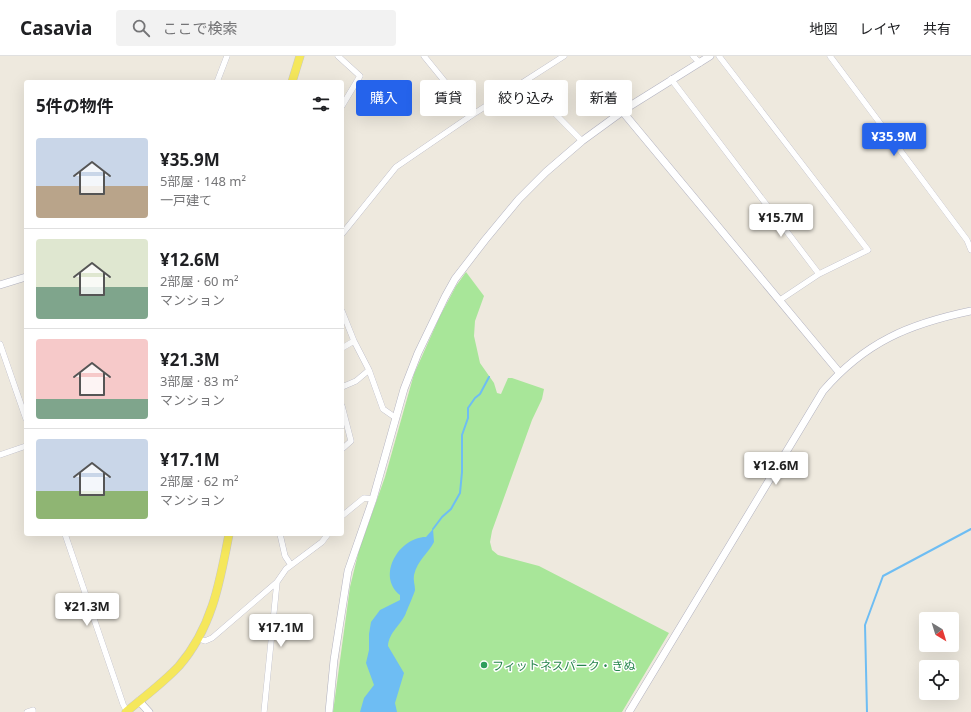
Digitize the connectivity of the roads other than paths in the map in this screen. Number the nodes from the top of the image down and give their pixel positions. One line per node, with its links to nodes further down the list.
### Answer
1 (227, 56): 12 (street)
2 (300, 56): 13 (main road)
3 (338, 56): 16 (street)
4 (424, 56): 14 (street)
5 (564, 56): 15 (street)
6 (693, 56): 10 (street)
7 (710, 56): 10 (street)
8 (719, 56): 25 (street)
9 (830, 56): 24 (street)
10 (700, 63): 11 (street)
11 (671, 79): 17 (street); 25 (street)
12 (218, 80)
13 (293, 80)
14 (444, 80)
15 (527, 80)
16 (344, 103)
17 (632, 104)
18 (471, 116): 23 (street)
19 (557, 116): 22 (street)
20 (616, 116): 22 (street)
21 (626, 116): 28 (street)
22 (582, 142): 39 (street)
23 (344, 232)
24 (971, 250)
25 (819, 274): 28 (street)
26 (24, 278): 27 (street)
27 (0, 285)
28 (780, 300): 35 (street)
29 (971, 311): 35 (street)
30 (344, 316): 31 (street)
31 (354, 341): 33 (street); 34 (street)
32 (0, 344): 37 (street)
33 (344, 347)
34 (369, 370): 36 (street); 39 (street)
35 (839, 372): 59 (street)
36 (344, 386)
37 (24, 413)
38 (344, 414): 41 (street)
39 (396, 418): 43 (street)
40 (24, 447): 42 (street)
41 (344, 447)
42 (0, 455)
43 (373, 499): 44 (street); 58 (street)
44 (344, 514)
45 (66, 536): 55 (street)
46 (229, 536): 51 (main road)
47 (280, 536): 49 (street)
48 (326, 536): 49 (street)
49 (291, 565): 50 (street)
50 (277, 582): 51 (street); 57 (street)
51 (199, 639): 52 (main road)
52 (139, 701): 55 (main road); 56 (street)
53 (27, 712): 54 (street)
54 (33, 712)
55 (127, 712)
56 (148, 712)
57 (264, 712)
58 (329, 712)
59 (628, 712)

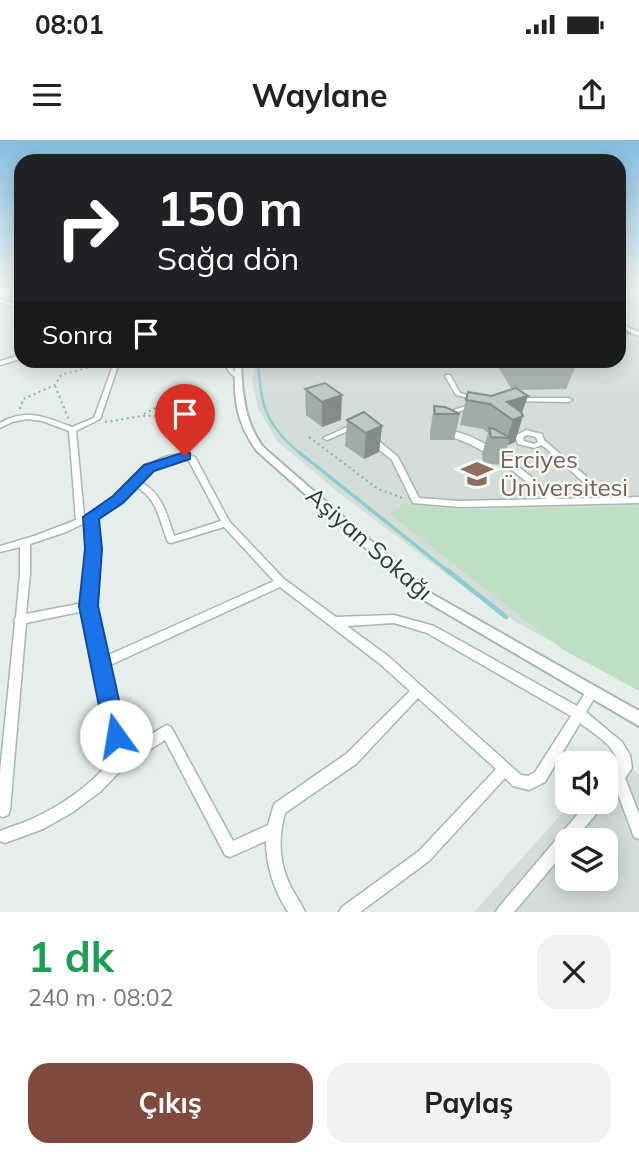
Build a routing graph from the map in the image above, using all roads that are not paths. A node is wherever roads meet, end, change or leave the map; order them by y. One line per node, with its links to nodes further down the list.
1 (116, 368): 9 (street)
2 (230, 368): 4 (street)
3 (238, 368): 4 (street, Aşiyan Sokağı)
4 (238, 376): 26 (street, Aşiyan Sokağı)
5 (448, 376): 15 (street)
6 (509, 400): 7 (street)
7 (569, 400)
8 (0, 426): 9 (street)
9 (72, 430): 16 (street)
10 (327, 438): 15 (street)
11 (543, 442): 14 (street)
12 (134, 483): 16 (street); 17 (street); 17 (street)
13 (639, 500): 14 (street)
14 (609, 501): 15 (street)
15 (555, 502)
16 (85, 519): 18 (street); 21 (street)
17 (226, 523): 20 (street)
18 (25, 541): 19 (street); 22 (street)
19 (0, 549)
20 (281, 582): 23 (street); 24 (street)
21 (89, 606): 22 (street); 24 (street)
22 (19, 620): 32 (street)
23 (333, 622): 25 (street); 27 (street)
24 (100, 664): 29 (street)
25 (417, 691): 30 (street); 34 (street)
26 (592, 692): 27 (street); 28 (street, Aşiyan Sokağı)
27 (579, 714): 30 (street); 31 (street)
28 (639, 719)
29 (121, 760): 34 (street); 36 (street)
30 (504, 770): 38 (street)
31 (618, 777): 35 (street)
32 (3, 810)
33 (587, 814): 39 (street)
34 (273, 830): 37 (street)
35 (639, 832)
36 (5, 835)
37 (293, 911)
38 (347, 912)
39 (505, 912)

# # # # # # #

* [TRY IT]
Count the lines of the listing above in which the word "Sokağı" appears; state only the count.

* [TASK RESULT]
3